Aim of the task
Tally the lines in the entries where the string "image" appears, and write only the total.

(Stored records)
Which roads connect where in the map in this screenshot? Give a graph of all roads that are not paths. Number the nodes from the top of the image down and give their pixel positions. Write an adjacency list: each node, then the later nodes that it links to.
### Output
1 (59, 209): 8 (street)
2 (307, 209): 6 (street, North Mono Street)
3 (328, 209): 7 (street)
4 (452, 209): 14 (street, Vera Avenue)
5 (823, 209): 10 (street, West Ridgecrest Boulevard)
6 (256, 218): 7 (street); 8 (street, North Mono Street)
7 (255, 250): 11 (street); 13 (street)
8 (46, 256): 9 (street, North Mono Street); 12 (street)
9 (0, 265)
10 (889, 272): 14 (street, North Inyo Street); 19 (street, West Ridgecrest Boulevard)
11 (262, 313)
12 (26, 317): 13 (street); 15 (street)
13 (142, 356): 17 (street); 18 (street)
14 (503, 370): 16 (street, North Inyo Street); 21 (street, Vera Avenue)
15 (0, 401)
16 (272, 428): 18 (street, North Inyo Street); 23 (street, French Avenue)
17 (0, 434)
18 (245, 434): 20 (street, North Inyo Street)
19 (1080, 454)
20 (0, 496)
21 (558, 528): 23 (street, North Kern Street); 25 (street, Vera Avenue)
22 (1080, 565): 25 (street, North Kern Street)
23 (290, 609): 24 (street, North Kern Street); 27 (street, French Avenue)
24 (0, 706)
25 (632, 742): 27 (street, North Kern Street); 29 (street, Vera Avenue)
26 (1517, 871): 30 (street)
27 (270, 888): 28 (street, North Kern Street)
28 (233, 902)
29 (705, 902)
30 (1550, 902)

---

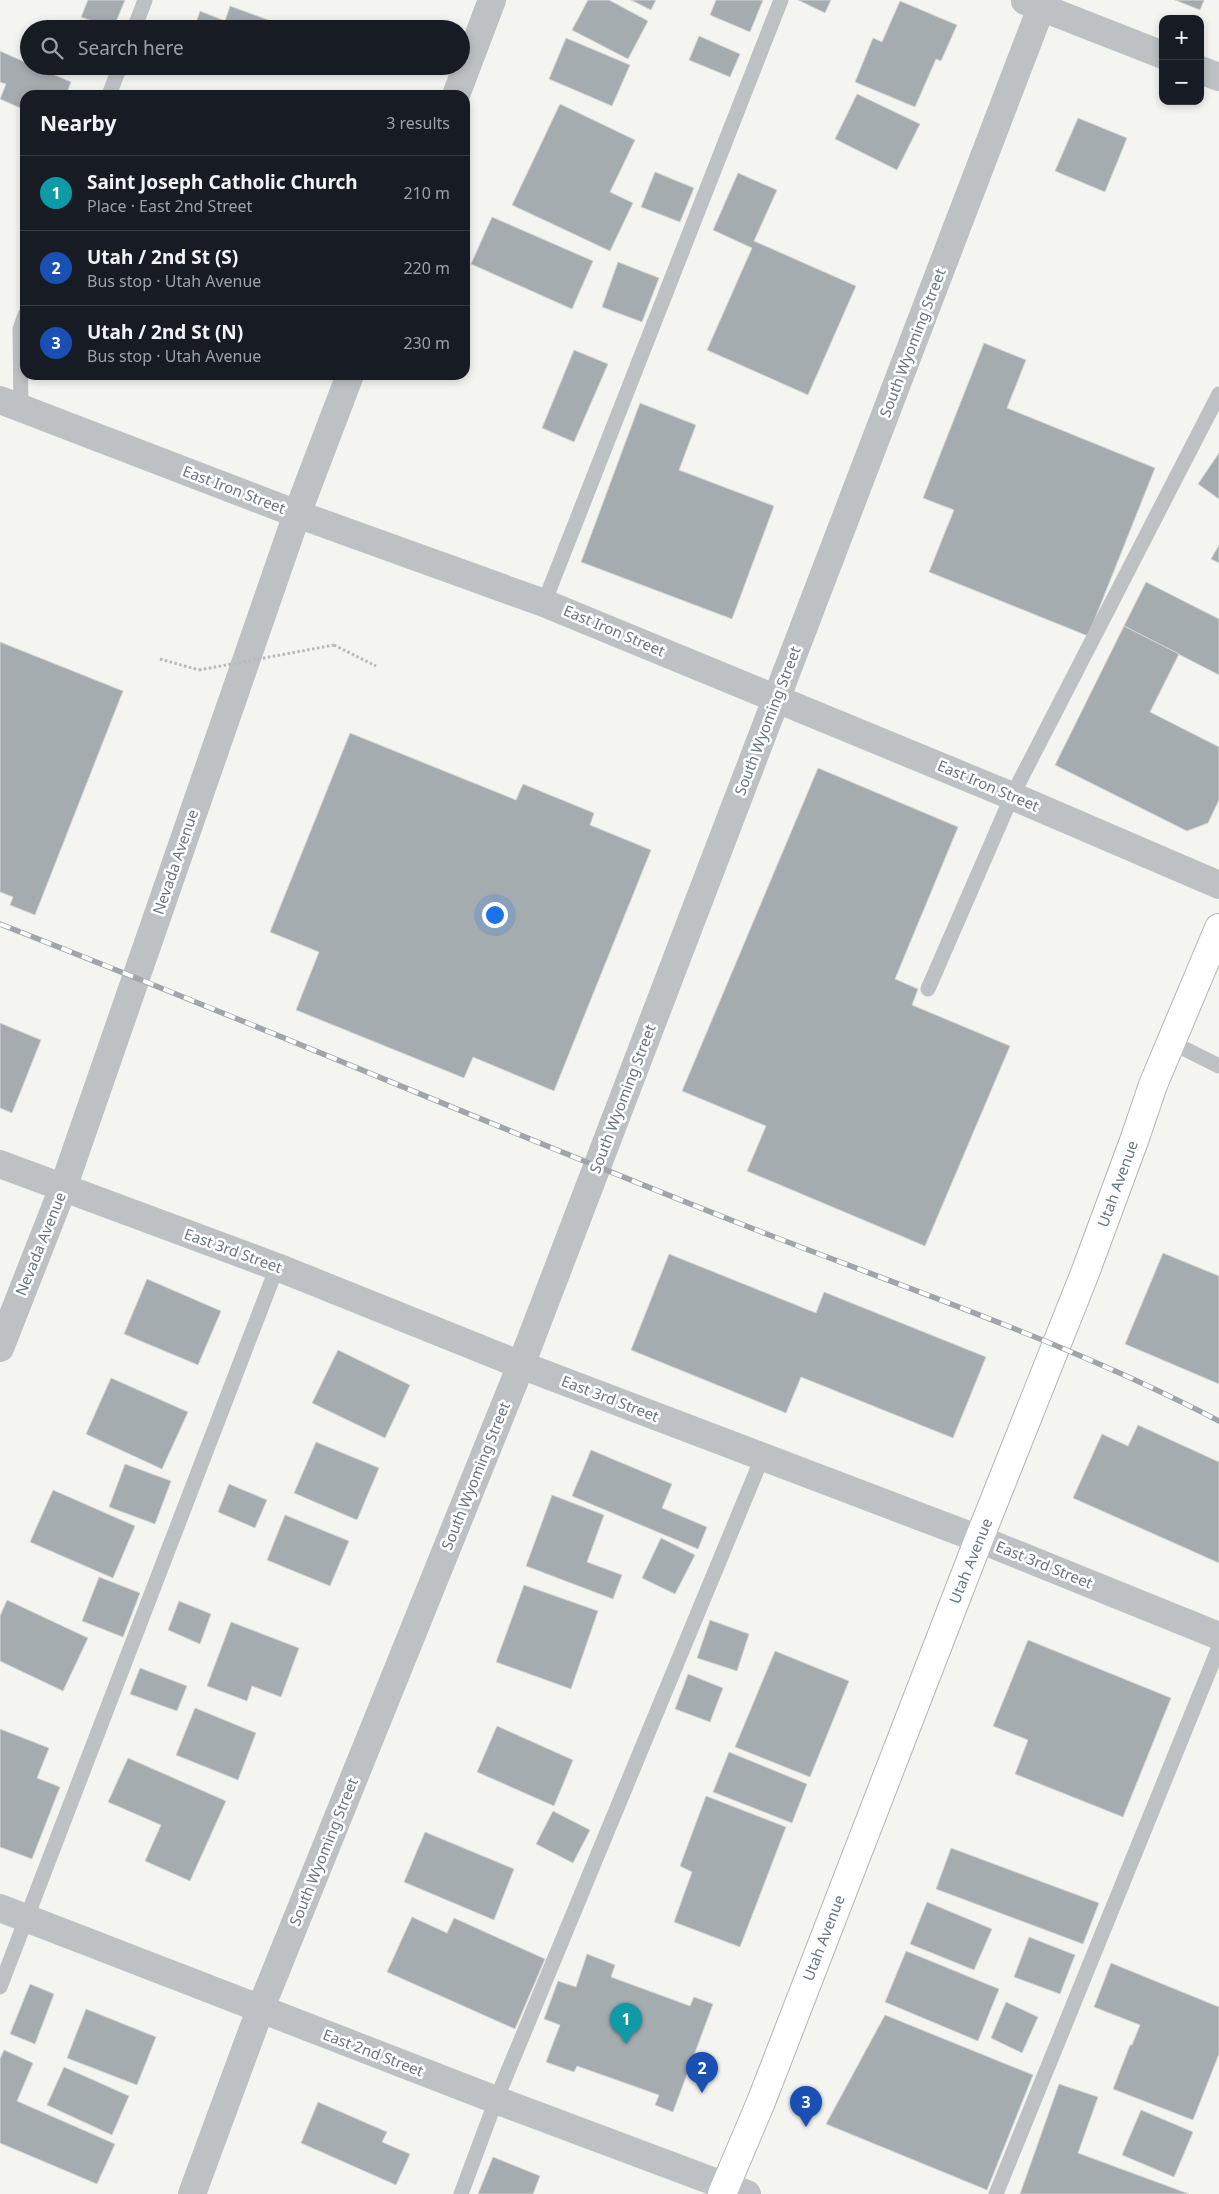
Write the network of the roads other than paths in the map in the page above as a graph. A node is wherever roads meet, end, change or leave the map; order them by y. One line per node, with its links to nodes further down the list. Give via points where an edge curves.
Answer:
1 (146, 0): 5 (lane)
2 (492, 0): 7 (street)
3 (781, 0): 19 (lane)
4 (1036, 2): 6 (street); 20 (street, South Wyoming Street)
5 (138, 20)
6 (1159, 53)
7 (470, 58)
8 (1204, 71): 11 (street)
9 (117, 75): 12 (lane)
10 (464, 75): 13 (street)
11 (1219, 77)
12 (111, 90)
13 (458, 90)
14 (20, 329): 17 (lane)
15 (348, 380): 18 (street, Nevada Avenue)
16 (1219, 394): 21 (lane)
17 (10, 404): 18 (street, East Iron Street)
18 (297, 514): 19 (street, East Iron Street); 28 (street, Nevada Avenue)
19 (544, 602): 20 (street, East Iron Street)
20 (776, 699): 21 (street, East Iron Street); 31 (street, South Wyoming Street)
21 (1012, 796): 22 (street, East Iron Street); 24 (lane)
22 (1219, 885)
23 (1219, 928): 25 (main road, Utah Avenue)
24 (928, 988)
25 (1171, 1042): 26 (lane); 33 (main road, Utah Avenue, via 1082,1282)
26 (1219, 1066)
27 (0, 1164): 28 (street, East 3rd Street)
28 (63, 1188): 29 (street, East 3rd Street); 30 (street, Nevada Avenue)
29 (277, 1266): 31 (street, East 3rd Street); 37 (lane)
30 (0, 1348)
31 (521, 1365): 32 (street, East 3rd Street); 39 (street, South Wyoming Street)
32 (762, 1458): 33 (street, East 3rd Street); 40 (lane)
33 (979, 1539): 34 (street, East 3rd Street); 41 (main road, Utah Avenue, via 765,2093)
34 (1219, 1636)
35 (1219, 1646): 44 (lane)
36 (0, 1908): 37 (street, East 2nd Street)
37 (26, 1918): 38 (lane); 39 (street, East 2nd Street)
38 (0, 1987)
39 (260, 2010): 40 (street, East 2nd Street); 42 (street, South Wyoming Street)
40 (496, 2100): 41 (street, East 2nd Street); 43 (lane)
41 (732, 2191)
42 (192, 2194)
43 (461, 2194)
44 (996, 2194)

==

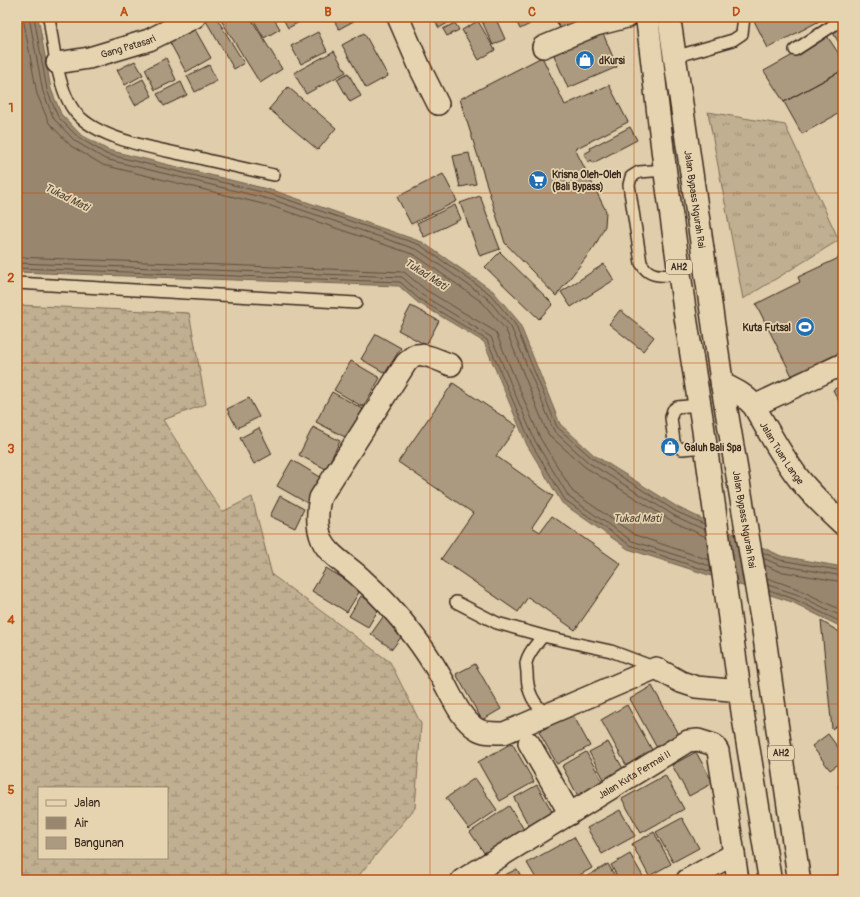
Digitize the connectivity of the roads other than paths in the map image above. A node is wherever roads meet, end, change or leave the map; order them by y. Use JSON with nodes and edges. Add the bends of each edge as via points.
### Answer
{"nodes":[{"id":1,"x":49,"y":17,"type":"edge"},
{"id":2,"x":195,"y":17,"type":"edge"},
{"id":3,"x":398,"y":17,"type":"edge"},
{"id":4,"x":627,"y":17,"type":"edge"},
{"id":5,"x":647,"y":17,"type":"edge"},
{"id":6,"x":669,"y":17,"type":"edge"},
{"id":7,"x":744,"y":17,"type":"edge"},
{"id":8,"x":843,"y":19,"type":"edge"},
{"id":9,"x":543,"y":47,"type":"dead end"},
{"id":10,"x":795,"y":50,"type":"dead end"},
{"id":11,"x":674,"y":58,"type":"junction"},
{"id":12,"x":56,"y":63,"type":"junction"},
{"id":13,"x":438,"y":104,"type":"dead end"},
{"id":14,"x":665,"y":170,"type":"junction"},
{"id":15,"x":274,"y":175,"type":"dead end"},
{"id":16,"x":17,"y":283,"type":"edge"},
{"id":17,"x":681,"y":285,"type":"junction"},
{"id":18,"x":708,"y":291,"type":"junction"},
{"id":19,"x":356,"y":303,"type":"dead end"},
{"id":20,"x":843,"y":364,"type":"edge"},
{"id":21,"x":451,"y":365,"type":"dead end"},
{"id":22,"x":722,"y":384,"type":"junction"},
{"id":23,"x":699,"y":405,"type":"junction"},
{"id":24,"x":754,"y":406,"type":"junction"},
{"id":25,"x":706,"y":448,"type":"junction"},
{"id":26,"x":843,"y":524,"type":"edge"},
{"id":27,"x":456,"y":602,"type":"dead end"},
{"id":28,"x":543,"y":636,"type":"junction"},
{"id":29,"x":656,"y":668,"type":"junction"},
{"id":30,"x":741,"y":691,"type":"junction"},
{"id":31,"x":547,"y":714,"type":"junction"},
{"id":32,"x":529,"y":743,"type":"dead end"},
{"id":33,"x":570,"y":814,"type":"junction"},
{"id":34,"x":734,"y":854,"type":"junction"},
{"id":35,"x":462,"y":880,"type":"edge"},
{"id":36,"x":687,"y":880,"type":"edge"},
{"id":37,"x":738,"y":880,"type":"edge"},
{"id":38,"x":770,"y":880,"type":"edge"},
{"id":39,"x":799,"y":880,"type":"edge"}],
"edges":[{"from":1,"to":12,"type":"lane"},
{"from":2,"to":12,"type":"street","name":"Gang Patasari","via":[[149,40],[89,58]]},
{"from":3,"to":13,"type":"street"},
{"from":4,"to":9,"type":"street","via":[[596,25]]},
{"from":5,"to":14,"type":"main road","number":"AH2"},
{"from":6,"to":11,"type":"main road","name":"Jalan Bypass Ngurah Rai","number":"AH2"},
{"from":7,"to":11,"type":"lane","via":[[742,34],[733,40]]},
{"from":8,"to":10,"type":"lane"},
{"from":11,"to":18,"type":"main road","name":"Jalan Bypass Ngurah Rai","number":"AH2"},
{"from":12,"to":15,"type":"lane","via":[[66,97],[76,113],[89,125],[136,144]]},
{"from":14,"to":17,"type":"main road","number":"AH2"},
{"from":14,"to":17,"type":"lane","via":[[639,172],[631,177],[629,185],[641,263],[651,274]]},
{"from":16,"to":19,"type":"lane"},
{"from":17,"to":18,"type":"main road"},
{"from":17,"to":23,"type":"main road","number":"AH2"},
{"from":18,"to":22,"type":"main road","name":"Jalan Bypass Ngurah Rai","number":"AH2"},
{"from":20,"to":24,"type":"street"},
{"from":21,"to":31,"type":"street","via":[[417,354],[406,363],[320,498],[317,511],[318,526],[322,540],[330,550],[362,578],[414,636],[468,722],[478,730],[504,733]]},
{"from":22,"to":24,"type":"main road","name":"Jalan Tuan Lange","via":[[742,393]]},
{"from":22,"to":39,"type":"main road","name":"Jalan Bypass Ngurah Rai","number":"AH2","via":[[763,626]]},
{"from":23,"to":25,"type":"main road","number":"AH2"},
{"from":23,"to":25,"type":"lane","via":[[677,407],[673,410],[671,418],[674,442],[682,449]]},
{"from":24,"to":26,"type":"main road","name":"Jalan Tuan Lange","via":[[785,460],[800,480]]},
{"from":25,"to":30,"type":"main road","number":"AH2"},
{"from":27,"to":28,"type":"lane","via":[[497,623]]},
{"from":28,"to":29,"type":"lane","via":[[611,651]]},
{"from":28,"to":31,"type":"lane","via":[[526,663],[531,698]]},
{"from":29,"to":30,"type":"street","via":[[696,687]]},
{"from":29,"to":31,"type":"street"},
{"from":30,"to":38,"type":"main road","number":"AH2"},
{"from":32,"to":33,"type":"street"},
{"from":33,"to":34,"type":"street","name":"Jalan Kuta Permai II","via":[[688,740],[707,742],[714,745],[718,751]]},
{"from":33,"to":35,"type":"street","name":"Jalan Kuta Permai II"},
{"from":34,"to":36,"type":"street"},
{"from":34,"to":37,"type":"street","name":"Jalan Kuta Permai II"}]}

Exercise response
2